Grant number: 23/08258-9
Support Opportunities:Regular Research Grants
Duration: February 01, 2024 - January 31, 2026
Field of knowledge:Biological Sciences - Microbiology - Applied Microbiology
Convênio/Acordo: National Research Foundation of Korea (NRF)
Principal Investigator:Fausto Bruno dos Reis Almeida
Grantee:Fausto Bruno dos Reis Almeida
Principal researcher abroad: Yong-Sun Bahn
Institution abroad: Yonsei University, South Korea
Host Institution: Faculdade de Medicina de Ribeirão Preto (FMRP). Universidade de São Paulo (USP).
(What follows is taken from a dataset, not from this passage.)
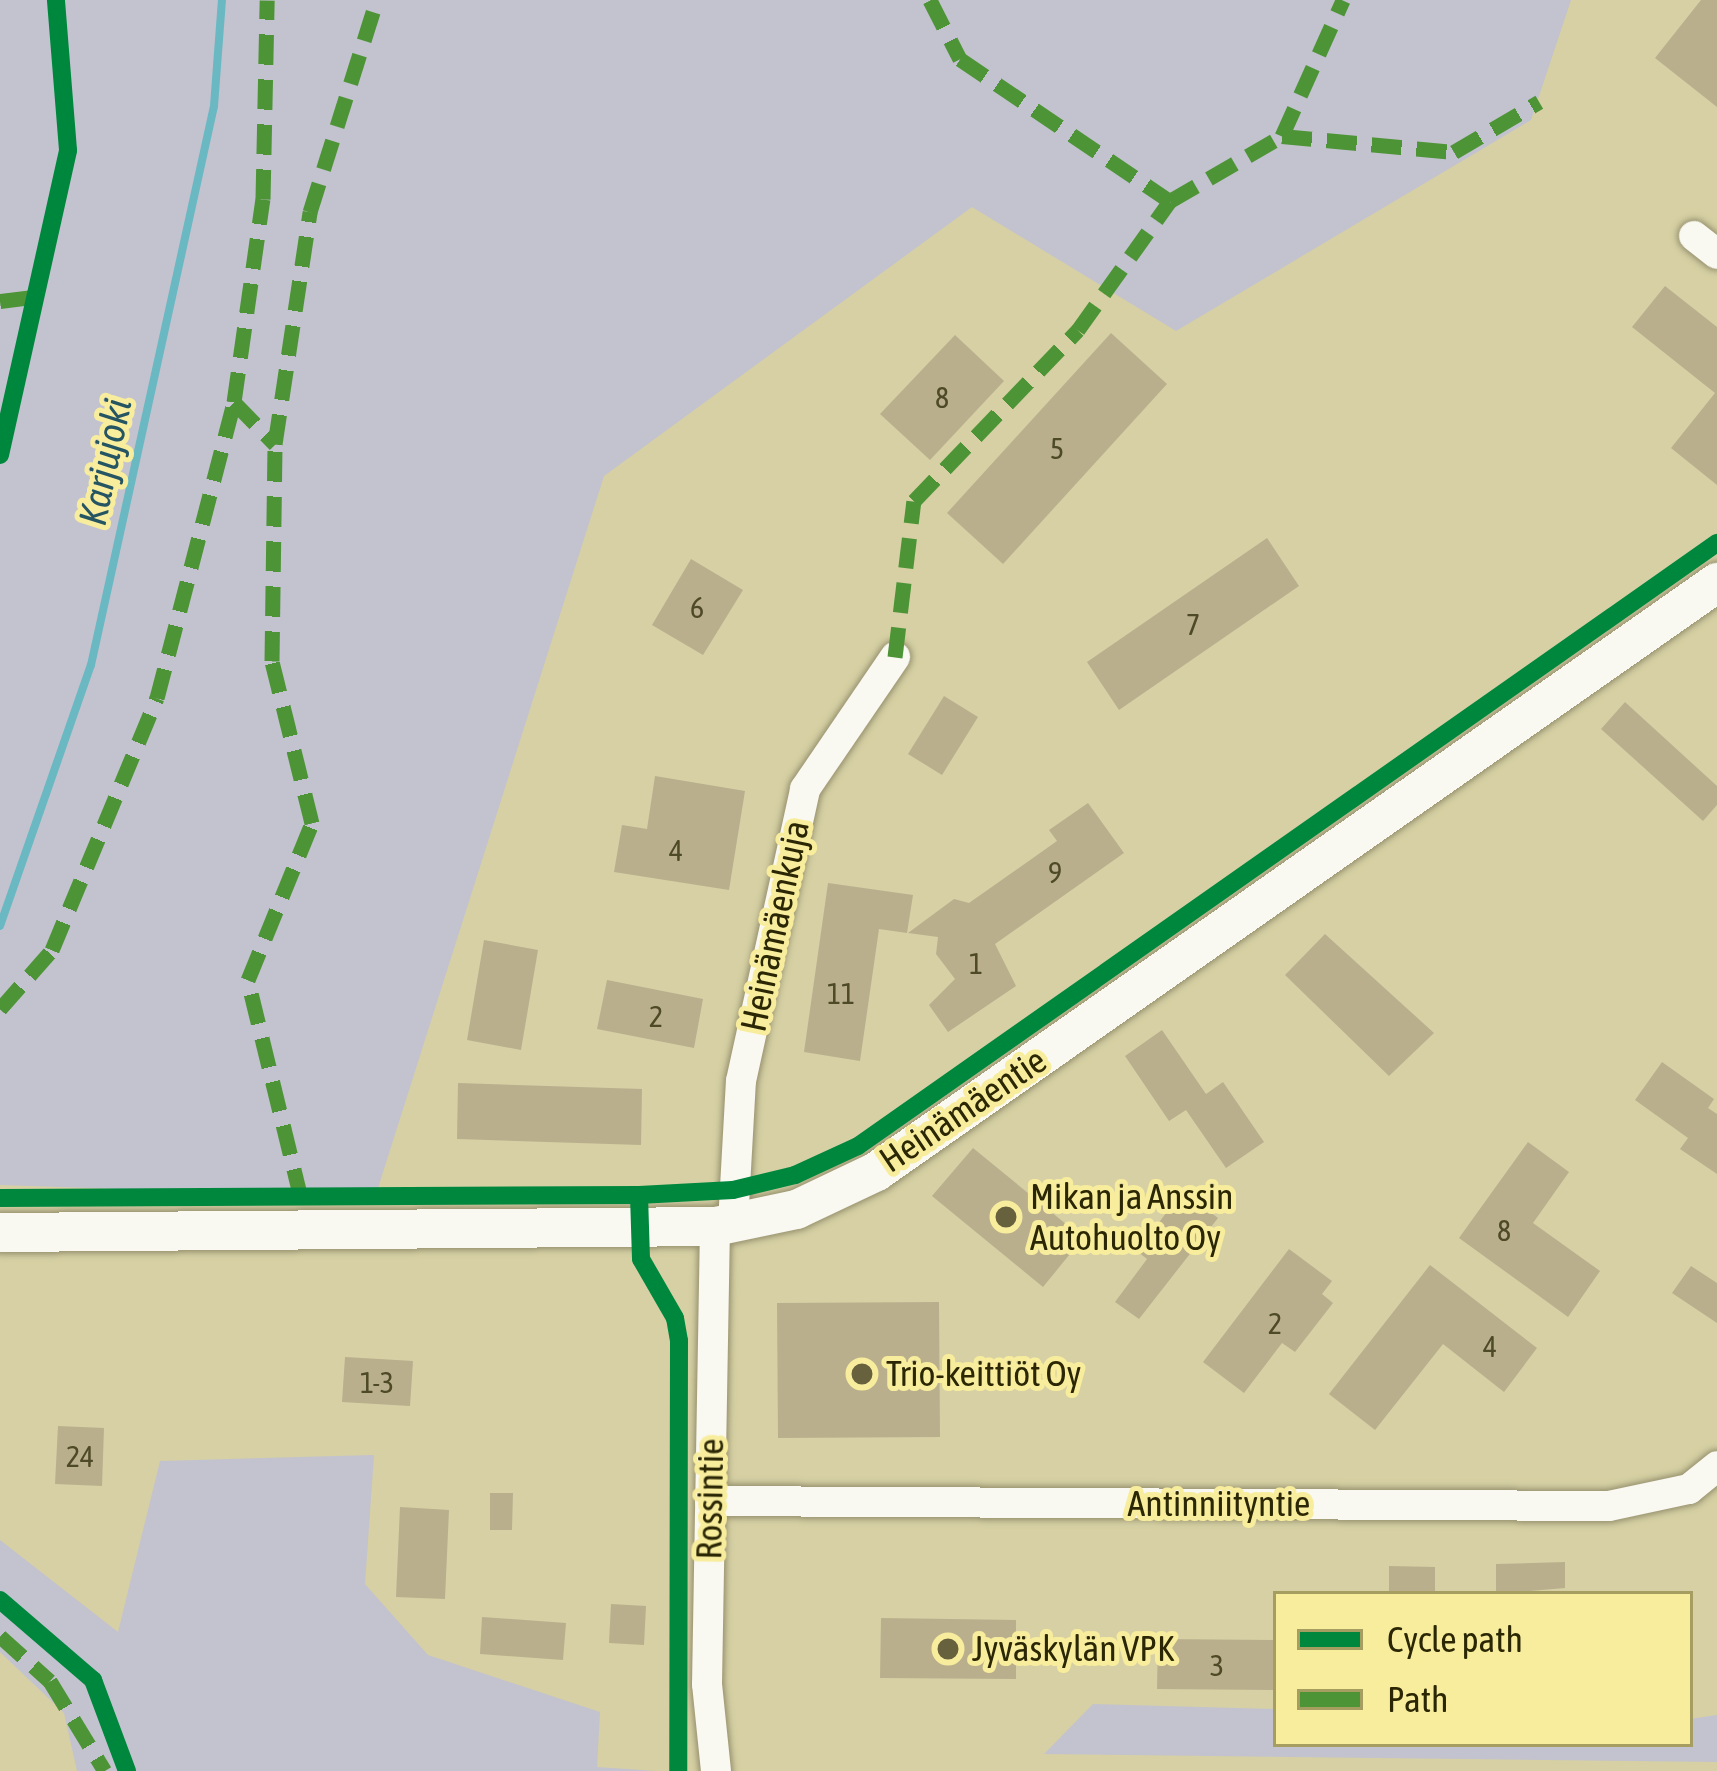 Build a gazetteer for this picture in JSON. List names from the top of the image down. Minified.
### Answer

Ribeirão Preto , SP, Brazil


Cryptococcus neoformans is an encapsulated fungal pathogen that causes fatal meningoencephalitis. Extracellular vesicles (EVs) play an important role in the biology of all domains of life, including fungi. In C. neoformans, they are required for the trafficking of molecules across the capsule and cell wall. The mechanisms by which C. neoformans modulate the immune response are still obscure, but our groups have studied kinases and phosphatases as regulators of brain infectivity in C. neoformans, and EVs as potential immunomodulators of fungal infections. Understanding the functions/effects of kinases and phosphatases related to the C. neoformans pathophysiology is critical for our comprehension of the host immune response against C. neoformans. In this proposal, we aim to determine the role of Kinases and phosphatases in EVs from C. neoformans on host immune response. More specifically, we propose to do the following aims: (1) To characterize the production of EVs from C. neoformans kinase and phosphatase mutants; (2) To assess the ability of EV production by C. neoformans kinase and phosphatase mutants to modulate host immune response; (3) To analyze the regulated expression of host mediators in macrophages infected by C. neoformans kinase and phosphatase mutants (4) To evaluate the fungicidal activity of macrophages exposed to C. neoformans kinase and phosphatase mutants. The development of this research proposal should directly contribute to our knowledge about the C. neoformans pathophysiology. Our expectation is to identify and propose new therapeutic targets to combat fungal infections. (AU)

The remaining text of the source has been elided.